--- THE DATA Enclosed Below ---
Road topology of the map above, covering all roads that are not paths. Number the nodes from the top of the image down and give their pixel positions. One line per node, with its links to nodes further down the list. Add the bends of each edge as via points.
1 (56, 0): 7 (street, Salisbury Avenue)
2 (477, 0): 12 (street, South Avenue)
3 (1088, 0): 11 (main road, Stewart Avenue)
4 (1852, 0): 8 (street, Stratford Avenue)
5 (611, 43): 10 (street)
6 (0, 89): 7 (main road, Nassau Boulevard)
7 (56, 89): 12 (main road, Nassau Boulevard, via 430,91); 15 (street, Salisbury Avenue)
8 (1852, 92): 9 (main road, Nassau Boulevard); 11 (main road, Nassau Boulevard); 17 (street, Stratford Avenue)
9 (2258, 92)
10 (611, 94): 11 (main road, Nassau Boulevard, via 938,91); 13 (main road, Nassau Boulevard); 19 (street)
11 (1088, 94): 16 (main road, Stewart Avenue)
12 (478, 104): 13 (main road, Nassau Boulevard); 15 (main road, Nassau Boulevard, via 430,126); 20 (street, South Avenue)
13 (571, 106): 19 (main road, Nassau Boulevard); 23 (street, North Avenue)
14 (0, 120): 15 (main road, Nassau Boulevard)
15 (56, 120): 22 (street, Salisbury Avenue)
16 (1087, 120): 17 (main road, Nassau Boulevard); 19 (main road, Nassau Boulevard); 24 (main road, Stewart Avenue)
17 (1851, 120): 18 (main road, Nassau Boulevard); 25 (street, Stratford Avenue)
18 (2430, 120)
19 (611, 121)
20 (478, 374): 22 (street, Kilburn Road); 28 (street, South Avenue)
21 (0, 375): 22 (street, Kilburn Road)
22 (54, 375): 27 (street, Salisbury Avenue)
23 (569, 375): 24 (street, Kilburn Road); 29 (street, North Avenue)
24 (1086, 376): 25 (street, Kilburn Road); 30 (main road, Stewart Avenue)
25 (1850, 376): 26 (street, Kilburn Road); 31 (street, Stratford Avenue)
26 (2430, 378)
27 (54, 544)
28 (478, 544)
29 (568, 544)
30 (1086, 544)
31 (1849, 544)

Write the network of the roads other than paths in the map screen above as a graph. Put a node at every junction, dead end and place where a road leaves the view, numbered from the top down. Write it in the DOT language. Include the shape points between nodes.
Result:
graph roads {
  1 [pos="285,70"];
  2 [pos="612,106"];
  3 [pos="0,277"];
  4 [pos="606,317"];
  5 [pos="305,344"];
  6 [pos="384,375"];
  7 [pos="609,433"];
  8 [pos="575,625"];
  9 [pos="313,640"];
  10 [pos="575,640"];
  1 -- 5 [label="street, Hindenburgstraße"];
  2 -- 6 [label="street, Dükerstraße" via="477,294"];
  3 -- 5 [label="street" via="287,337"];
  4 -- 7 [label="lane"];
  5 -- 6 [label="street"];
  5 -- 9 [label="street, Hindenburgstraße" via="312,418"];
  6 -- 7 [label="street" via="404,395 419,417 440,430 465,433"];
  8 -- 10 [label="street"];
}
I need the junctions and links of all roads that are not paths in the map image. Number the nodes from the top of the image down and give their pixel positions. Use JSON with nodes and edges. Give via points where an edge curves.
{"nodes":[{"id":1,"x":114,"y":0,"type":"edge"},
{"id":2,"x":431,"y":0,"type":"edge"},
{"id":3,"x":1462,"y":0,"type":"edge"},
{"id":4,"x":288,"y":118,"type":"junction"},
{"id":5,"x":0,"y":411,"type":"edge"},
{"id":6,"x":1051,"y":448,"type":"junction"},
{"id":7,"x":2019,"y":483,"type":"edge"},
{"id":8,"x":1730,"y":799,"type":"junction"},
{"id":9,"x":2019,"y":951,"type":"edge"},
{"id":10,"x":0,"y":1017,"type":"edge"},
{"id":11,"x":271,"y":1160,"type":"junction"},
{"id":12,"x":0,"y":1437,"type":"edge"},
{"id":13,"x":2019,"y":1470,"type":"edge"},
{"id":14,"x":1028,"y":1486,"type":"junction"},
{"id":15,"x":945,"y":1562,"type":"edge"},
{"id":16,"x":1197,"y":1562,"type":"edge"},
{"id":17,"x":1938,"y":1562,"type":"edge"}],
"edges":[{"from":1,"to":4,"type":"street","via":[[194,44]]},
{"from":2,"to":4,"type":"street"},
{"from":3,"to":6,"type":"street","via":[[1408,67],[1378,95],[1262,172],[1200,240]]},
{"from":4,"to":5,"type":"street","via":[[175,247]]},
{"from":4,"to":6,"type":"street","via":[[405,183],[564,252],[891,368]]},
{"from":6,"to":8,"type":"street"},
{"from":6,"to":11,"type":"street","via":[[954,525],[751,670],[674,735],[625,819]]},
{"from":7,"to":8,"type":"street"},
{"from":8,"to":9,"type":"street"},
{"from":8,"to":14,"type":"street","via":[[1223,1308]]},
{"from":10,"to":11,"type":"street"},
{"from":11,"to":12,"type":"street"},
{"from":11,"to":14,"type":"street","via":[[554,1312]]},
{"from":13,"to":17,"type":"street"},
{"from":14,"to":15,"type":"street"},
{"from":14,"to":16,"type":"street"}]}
--- End of Enclosed THE DATA ---
TASK DETAILS:
Nothing in the data may be left out; copy every line exactly.

SOLUTION FOR THIS EXERCISE:
Road topology of the map above, covering all roads that are not paths. Number the nodes from the top of the image down and give their pixel positions. One line per node, with its links to nodes further down the list. Add the bends of each edge as via points.
1 (56, 0): 7 (street, Salisbury Avenue)
2 (477, 0): 12 (street, South Avenue)
3 (1088, 0): 11 (main road, Stewart Avenue)
4 (1852, 0): 8 (street, Stratford Avenue)
5 (611, 43): 10 (street)
6 (0, 89): 7 (main road, Nassau Boulevard)
7 (56, 89): 12 (main road, Nassau Boulevard, via 430,91); 15 (street, Salisbury Avenue)
8 (1852, 92): 9 (main road, Nassau Boulevard); 11 (main road, Nassau Boulevard); 17 (street, Stratford Avenue)
9 (2258, 92)
10 (611, 94): 11 (main road, Nassau Boulevard, via 938,91); 13 (main road, Nassau Boulevard); 19 (street)
11 (1088, 94): 16 (main road, Stewart Avenue)
12 (478, 104): 13 (main road, Nassau Boulevard); 15 (main road, Nassau Boulevard, via 430,126); 20 (street, South Avenue)
13 (571, 106): 19 (main road, Nassau Boulevard); 23 (street, North Avenue)
14 (0, 120): 15 (main road, Nassau Boulevard)
15 (56, 120): 22 (street, Salisbury Avenue)
16 (1087, 120): 17 (main road, Nassau Boulevard); 19 (main road, Nassau Boulevard); 24 (main road, Stewart Avenue)
17 (1851, 120): 18 (main road, Nassau Boulevard); 25 (street, Stratford Avenue)
18 (2430, 120)
19 (611, 121)
20 (478, 374): 22 (street, Kilburn Road); 28 (street, South Avenue)
21 (0, 375): 22 (street, Kilburn Road)
22 (54, 375): 27 (street, Salisbury Avenue)
23 (569, 375): 24 (street, Kilburn Road); 29 (street, North Avenue)
24 (1086, 376): 25 (street, Kilburn Road); 30 (main road, Stewart Avenue)
25 (1850, 376): 26 (street, Kilburn Road); 31 (street, Stratford Avenue)
26 (2430, 378)
27 (54, 544)
28 (478, 544)
29 (568, 544)
30 (1086, 544)
31 (1849, 544)

Write the network of the roads other than paths in the map screen above as a graph. Put a node at every junction, dead end and place where a road leaves the view, numbered from the top down. Write it in the DOT language. Include the shape points between nodes.
Result:
graph roads {
  1 [pos="285,70"];
  2 [pos="612,106"];
  3 [pos="0,277"];
  4 [pos="606,317"];
  5 [pos="305,344"];
  6 [pos="384,375"];
  7 [pos="609,433"];
  8 [pos="575,625"];
  9 [pos="313,640"];
  10 [pos="575,640"];
  1 -- 5 [label="street, Hindenburgstraße"];
  2 -- 6 [label="street, Dükerstraße" via="477,294"];
  3 -- 5 [label="street" via="287,337"];
  4 -- 7 [label="lane"];
  5 -- 6 [label="street"];
  5 -- 9 [label="street, Hindenburgstraße" via="312,418"];
  6 -- 7 [label="street" via="404,395 419,417 440,430 465,433"];
  8 -- 10 [label="street"];
}
I need the junctions and links of all roads that are not paths in the map image. Number the nodes from the top of the image down and give their pixel positions. Use JSON with nodes and edges. Give via points where an edge curves.
{"nodes":[{"id":1,"x":114,"y":0,"type":"edge"},
{"id":2,"x":431,"y":0,"type":"edge"},
{"id":3,"x":1462,"y":0,"type":"edge"},
{"id":4,"x":288,"y":118,"type":"junction"},
{"id":5,"x":0,"y":411,"type":"edge"},
{"id":6,"x":1051,"y":448,"type":"junction"},
{"id":7,"x":2019,"y":483,"type":"edge"},
{"id":8,"x":1730,"y":799,"type":"junction"},
{"id":9,"x":2019,"y":951,"type":"edge"},
{"id":10,"x":0,"y":1017,"type":"edge"},
{"id":11,"x":271,"y":1160,"type":"junction"},
{"id":12,"x":0,"y":1437,"type":"edge"},
{"id":13,"x":2019,"y":1470,"type":"edge"},
{"id":14,"x":1028,"y":1486,"type":"junction"},
{"id":15,"x":945,"y":1562,"type":"edge"},
{"id":16,"x":1197,"y":1562,"type":"edge"},
{"id":17,"x":1938,"y":1562,"type":"edge"}],
"edges":[{"from":1,"to":4,"type":"street","via":[[194,44]]},
{"from":2,"to":4,"type":"street"},
{"from":3,"to":6,"type":"street","via":[[1408,67],[1378,95],[1262,172],[1200,240]]},
{"from":4,"to":5,"type":"street","via":[[175,247]]},
{"from":4,"to":6,"type":"street","via":[[405,183],[564,252],[891,368]]},
{"from":6,"to":8,"type":"street"},
{"from":6,"to":11,"type":"street","via":[[954,525],[751,670],[674,735],[625,819]]},
{"from":7,"to":8,"type":"street"},
{"from":8,"to":9,"type":"street"},
{"from":8,"to":14,"type":"street","via":[[1223,1308]]},
{"from":10,"to":11,"type":"street"},
{"from":11,"to":12,"type":"street"},
{"from":11,"to":14,"type":"street","via":[[554,1312]]},
{"from":13,"to":17,"type":"street"},
{"from":14,"to":15,"type":"street"},
{"from":14,"to":16,"type":"street"}]}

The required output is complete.